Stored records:
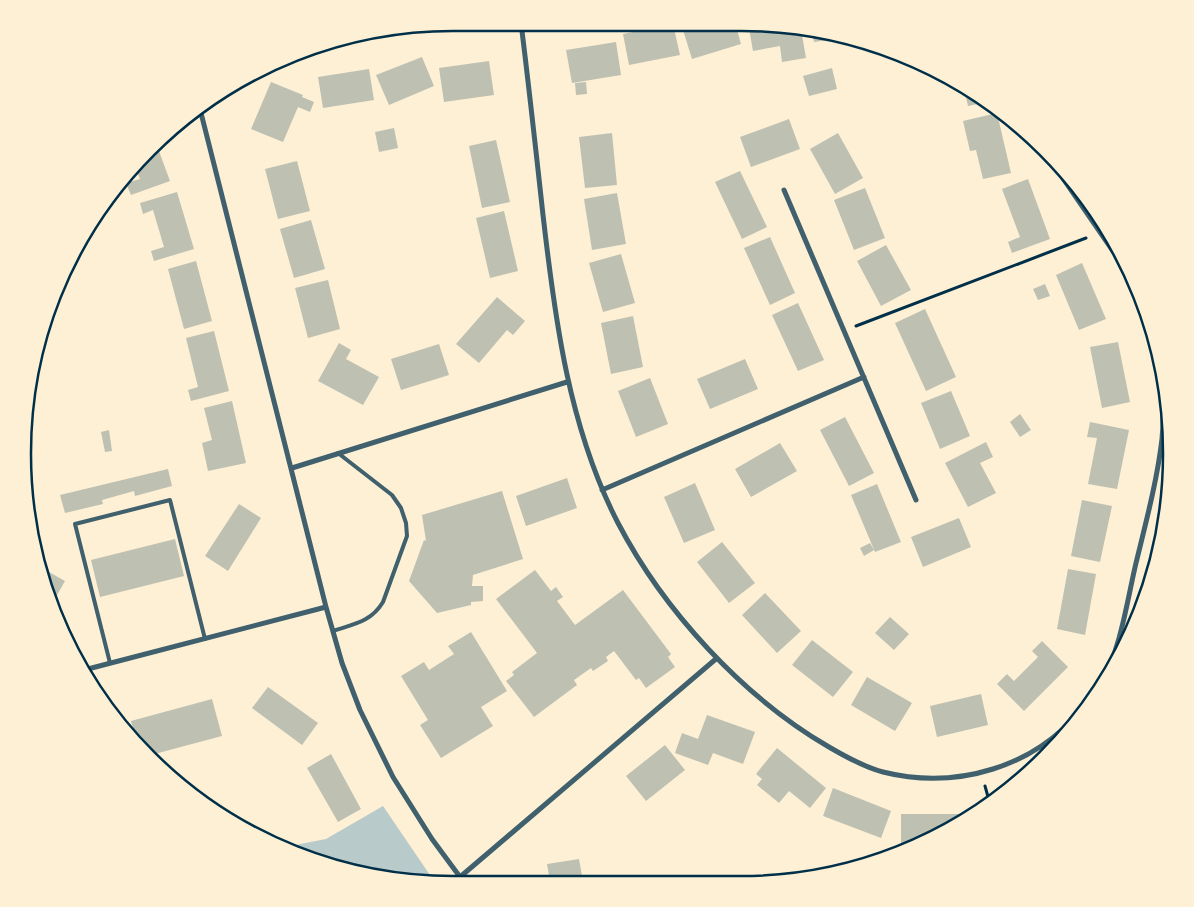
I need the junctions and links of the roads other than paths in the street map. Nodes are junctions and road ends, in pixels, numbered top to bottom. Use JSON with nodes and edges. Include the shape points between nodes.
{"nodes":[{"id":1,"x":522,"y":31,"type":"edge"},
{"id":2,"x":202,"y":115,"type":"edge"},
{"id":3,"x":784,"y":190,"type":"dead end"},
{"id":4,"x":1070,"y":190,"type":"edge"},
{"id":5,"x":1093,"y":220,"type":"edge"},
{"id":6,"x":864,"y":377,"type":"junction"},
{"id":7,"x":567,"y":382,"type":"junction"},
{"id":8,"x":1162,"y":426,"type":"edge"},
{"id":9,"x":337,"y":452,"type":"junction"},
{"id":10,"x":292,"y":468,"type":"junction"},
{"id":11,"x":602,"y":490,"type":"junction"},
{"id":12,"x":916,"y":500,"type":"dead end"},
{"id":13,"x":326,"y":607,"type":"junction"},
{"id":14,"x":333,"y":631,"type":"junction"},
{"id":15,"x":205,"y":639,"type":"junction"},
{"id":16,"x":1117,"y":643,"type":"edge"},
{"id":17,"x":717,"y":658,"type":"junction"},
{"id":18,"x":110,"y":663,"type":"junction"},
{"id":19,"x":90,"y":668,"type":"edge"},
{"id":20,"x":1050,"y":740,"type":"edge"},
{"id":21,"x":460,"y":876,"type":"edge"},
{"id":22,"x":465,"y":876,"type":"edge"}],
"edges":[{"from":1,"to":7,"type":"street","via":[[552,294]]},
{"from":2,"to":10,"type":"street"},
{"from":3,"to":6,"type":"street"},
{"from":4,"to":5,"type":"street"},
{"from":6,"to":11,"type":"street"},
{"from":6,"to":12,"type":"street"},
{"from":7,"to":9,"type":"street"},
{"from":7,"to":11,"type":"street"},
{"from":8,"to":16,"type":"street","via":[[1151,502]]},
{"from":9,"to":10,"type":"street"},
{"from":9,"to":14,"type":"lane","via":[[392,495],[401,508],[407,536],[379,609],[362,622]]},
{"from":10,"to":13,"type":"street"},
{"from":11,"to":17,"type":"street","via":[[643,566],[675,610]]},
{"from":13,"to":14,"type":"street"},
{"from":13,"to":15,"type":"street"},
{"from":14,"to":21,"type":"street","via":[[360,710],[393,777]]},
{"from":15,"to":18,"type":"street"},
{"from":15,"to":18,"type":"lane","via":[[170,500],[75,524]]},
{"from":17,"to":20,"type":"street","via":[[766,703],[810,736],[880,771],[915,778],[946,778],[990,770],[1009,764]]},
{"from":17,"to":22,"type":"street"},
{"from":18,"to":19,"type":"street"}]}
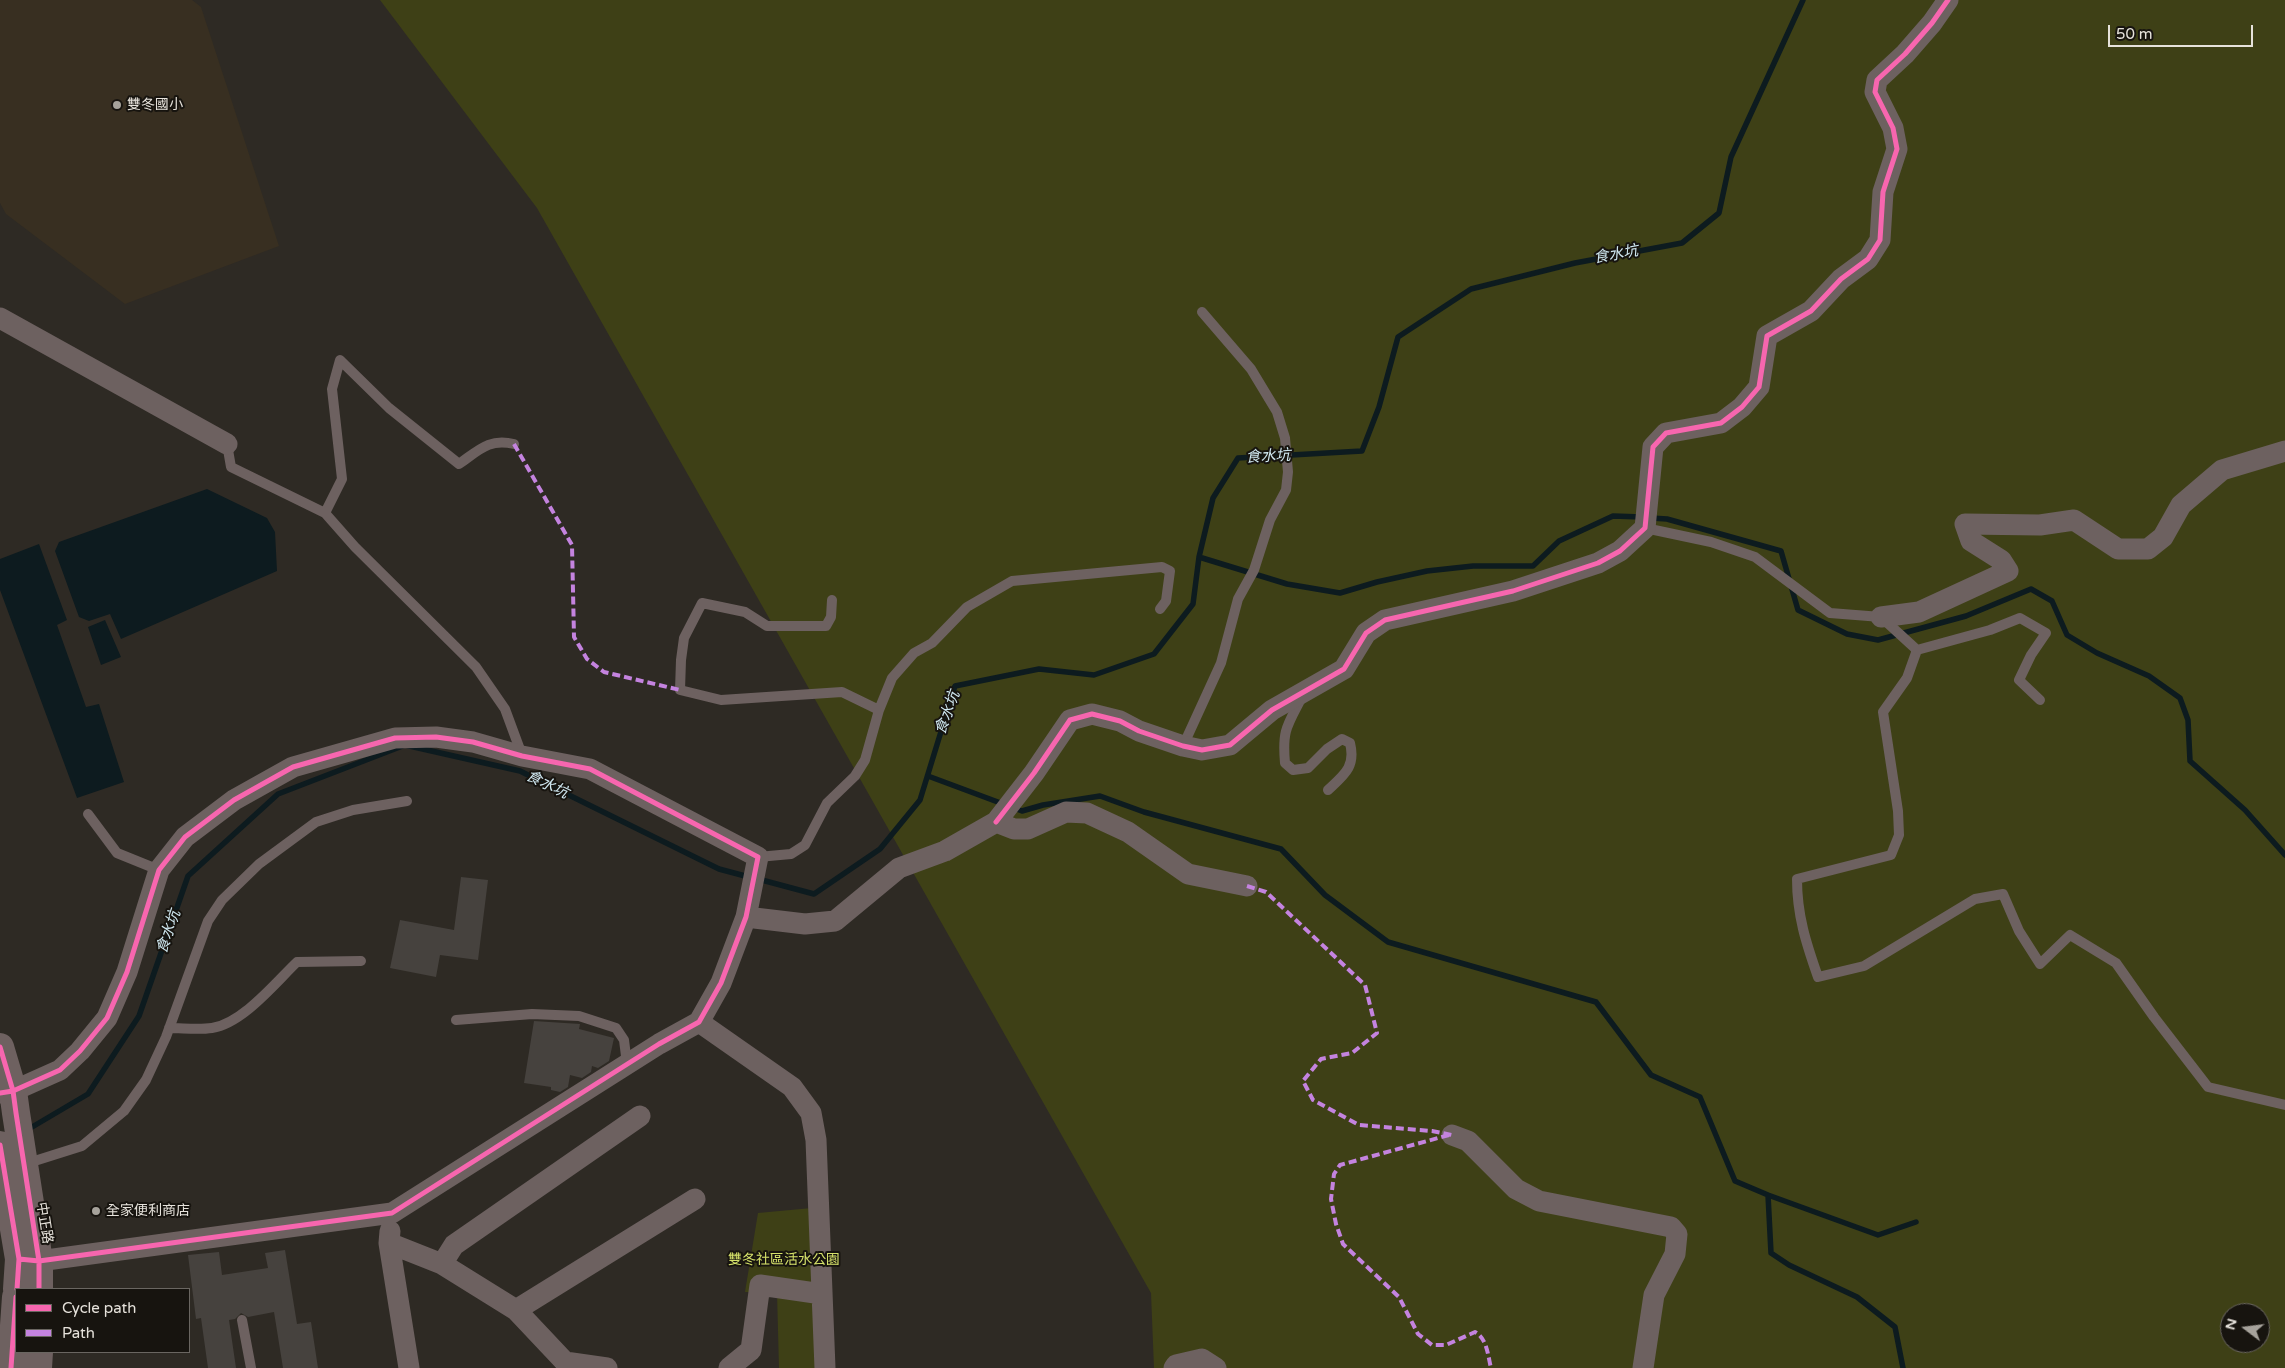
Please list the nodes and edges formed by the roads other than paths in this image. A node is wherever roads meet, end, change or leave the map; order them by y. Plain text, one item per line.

==

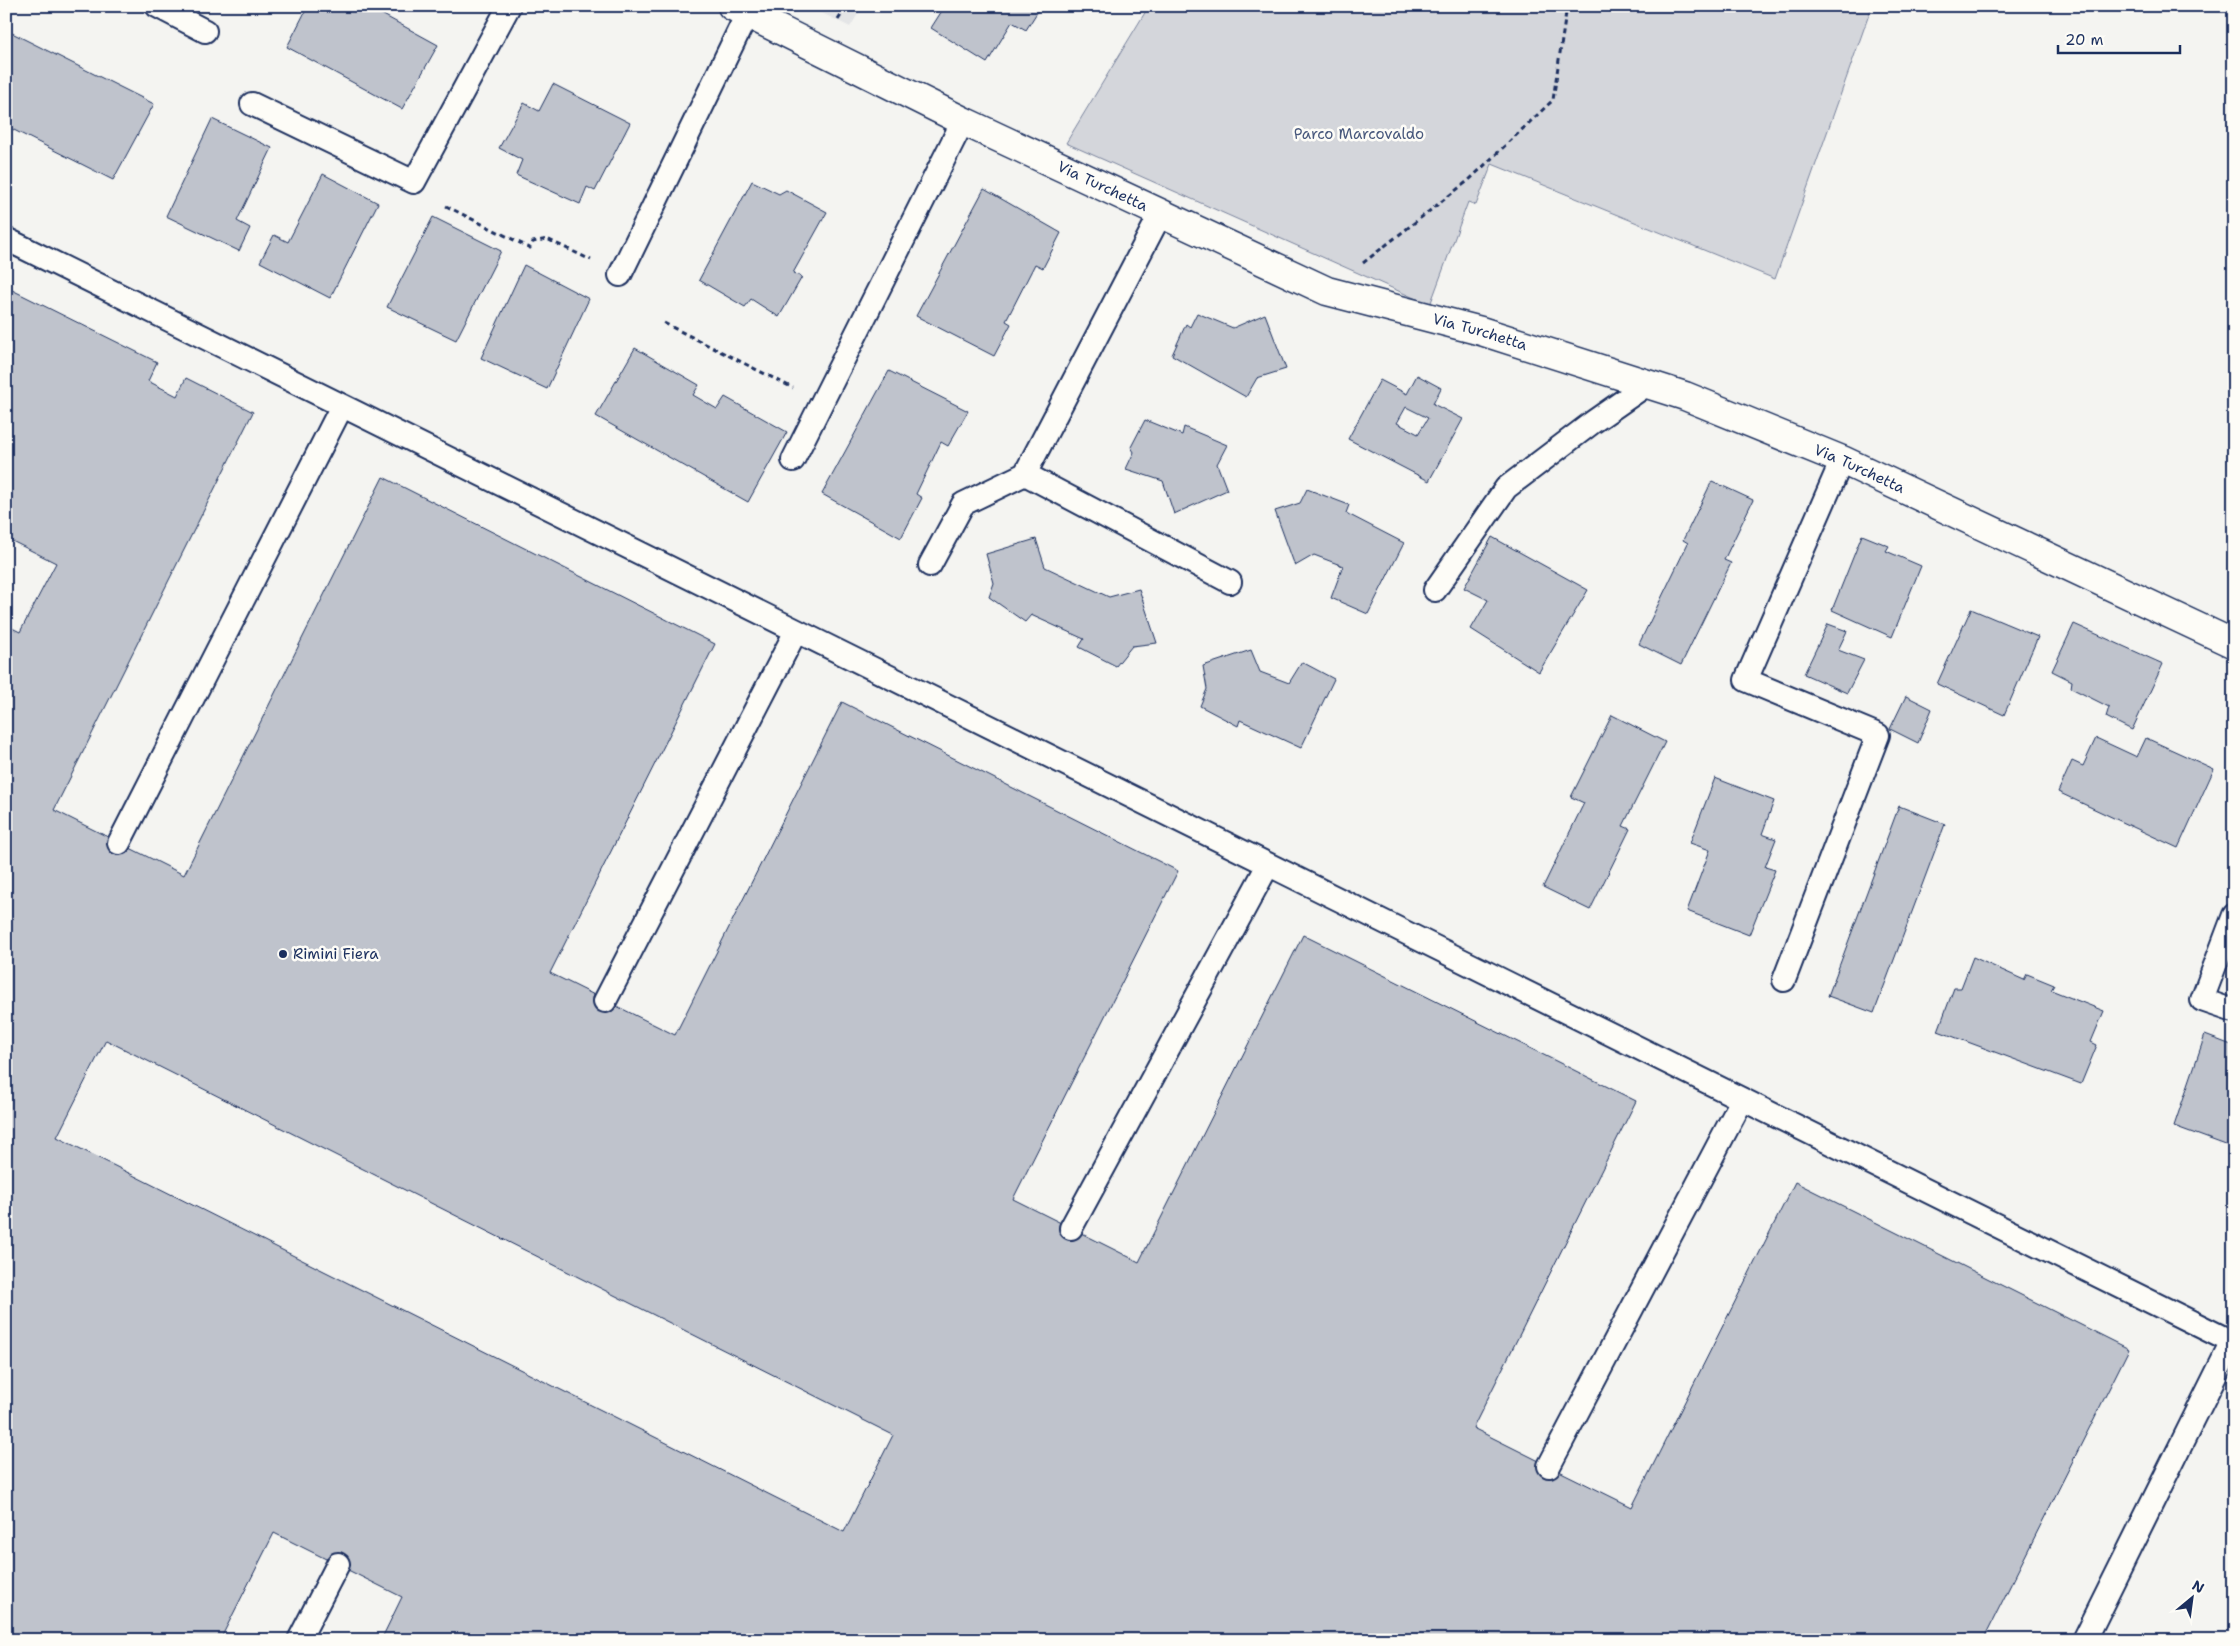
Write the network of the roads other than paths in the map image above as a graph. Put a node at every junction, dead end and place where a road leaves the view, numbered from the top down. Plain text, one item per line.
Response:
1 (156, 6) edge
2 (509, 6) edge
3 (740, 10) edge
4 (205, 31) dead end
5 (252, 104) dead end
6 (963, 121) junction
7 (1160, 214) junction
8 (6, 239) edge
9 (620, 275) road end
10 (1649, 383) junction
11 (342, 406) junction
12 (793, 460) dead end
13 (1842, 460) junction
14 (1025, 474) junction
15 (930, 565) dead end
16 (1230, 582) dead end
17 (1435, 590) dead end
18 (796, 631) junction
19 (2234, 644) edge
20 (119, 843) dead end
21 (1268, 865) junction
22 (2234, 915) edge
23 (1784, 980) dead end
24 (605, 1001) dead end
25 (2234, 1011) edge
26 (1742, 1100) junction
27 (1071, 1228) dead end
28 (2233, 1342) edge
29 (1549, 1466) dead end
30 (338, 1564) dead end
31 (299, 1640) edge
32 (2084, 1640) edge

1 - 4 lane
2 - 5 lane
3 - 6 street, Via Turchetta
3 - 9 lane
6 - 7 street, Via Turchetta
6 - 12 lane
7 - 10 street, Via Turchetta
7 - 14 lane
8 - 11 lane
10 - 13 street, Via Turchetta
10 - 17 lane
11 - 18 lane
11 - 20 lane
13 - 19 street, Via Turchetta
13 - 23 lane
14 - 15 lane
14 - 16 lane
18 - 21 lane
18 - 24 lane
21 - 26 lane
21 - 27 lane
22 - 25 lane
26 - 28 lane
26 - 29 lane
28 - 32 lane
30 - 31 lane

What the task asks
Only lines containing the string "text" belong in the answer; find them in the data above and copy them.

Written solution
Please list the nodes and edges formed by the roads other than paths in this image. A node is wherever roads meet, end, change or leave the map; order them by y. Plain text, one item per line.
Write the network of the roads other than paths in the map image above as a graph. Put a node at every junction, dead end and place where a road leaves the view, numbered from the top down. Plain text, one item per line.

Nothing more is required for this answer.